Touch the Sound (documentary)

Evelyn Glennie is a red-haired Scottish lass whose interest in music is the vibrations it causes. A percussionist by trade, she enjoys creating music by striking unusual objects against other unusual objects; indeed, upon entering a vast German warehouse that will serve as her recording studio, the first thing she does is take off her shoe and whack it against a railing.

The subject of Thomas Riedelsheimer’s documentary “Touch the Sound,” Evelyn is one of those free-spirited bohemian types with a propensity for public exhibitions like playing a snare drum in the middle of Grand Central Station. (She plays well, but all I could think was: How annoying for the people around her.) In that warehouse, she joins musician Fred Frith to record a CD of improvised music played by the two of them using mostly non-instruments. You can be sure it will be a bestseller.

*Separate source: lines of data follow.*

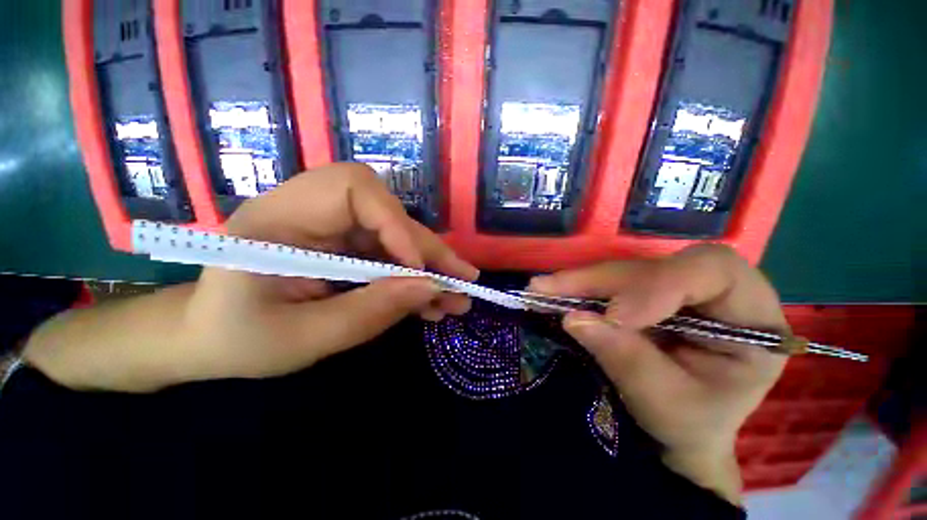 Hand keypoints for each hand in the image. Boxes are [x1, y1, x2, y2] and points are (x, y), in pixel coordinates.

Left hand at [180, 164, 476, 380]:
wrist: (209, 340)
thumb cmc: (236, 340)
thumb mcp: (301, 338)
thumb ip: (368, 312)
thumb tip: (429, 289)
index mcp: (279, 219)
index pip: (352, 188)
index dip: (394, 223)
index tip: (417, 267)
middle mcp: (312, 212)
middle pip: (387, 215)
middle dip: (427, 250)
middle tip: (462, 280)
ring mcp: (333, 230)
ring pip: (396, 238)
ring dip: (429, 268)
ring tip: (457, 296)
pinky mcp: (346, 248)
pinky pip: (390, 256)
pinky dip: (414, 279)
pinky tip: (432, 301)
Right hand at [527, 245, 787, 503]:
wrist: (682, 429)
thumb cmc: (689, 423)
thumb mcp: (665, 404)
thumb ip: (625, 359)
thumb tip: (575, 318)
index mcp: (753, 322)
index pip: (715, 273)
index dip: (661, 284)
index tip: (616, 316)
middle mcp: (717, 295)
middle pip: (659, 267)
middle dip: (604, 280)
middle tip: (552, 289)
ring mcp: (678, 291)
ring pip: (628, 270)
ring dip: (583, 281)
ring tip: (543, 289)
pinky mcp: (648, 293)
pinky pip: (612, 281)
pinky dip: (581, 287)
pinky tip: (555, 290) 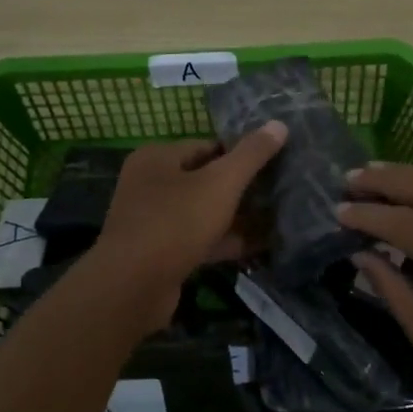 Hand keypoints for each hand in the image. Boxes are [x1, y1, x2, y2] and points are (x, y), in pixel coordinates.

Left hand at [91, 124, 287, 291]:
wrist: (133, 287)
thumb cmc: (176, 222)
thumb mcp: (221, 183)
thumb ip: (251, 155)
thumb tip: (280, 124)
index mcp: (157, 158)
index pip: (207, 146)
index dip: (240, 154)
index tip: (273, 165)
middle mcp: (149, 185)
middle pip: (204, 179)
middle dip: (240, 188)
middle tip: (278, 192)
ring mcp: (152, 221)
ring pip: (202, 212)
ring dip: (236, 217)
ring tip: (276, 218)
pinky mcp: (160, 254)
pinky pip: (199, 240)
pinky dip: (225, 241)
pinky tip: (259, 246) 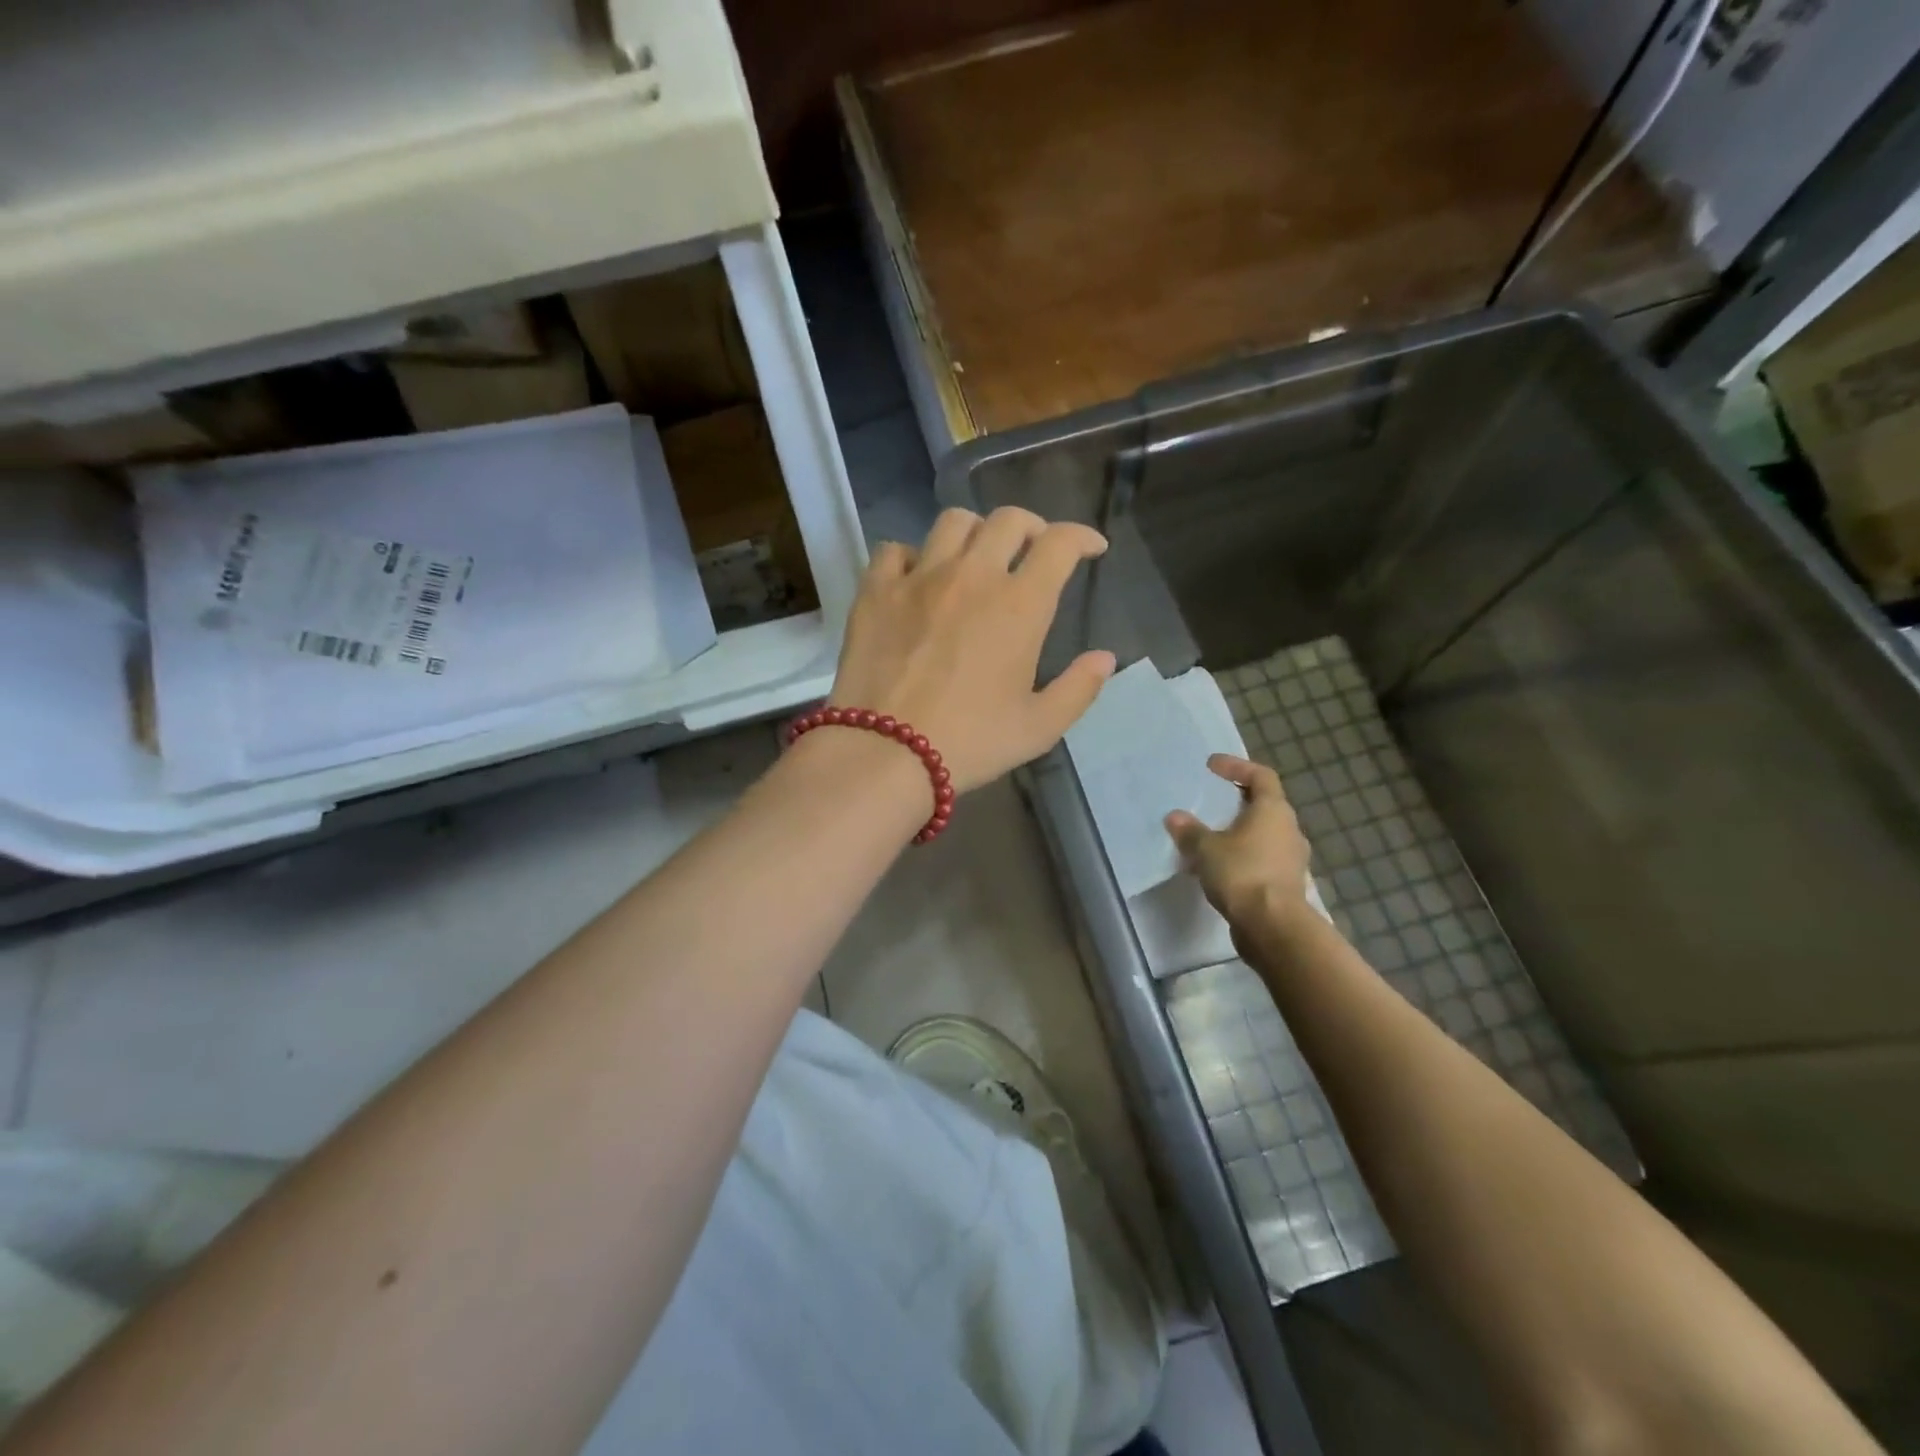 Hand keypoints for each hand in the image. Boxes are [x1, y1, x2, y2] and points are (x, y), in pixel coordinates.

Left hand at [828, 507, 1115, 792]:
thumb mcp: (1039, 728)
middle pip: (1008, 519)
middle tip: (1033, 551)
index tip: (1090, 548)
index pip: (1060, 544)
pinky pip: (895, 549)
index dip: (1082, 537)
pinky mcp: (876, 591)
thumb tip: (1105, 658)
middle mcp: (972, 576)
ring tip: (976, 557)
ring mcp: (919, 578)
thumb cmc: (970, 743)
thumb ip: (1078, 689)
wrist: (885, 753)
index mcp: (1020, 605)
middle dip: (1031, 527)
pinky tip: (917, 579)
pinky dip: (913, 556)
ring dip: (976, 531)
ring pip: (953, 522)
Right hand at [1165, 755, 1315, 931]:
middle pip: (1264, 805)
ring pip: (1263, 835)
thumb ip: (1190, 830)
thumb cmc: (1242, 874)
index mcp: (1273, 810)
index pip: (1261, 776)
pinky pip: (1261, 860)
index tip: (1212, 766)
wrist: (1273, 926)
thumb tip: (1175, 817)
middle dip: (1236, 802)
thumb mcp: (1206, 849)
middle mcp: (1288, 829)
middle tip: (1210, 802)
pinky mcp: (1286, 884)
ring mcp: (1291, 858)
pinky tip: (1218, 868)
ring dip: (1238, 833)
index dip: (1237, 766)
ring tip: (1208, 838)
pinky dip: (1241, 857)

So far, Evelyn’s New Age touchy-feeliness doesn’t do much for me. She seems like the type who would be selling hand-made jewelry from a booth at the swap meet on Saturday, and maybe working part-time at a hemp store the rest of the week. Then the film reveals a crucial piece of information: She’s deaf. She lost most of her hearing in childhood and now gets by with the tiny bit of hearing that’s left, her almost supernatural lip-reading skills, and her uncanny ability to feel the vibration of things.

“I feel sound through my body,” she says. High-pitched sounds make different vibrations from lower ones; hence, while she can’t “hear” the two tones, she can sense the difference, sense which sounds make pleasant harmonies together, and thus play beautiful music on the xylophone. She can’t really explain it any better than that, but she points out that hearing people can really explain how they hear, either. (“With my ears” isn’t a very thorough explanation of the process, is it?)

“Touch the Sound” now becomes a far more interesting thing. Rather than being the story of a hippie chick who plays drums on a street corner, it’s the story of a deaf woman who’s also a musician! The curiosity factor goes up a thousand percent.

Riedelsheimer follows Evelyn all over the world as she engages in jam sessions with improvisational musicians in Japan, visits her childhood farm in Scotland, and records that album with Frith in Cologne. Through it all, he includes frequent long shots of the environment: city streets in New York, a rippling pond, and so forth, capturing their ambient sound and letting their natural rhythms emerge. The film takes on a dreamy, druggy feel that way, and you’ll either sail along with it contentedly, or you’ll start to think halfway through that maybe the movie could have been a lot shorter and made its points just as well.

B- (1 hr., 39 min.; Not Rated, probably PG for a couple swear words.)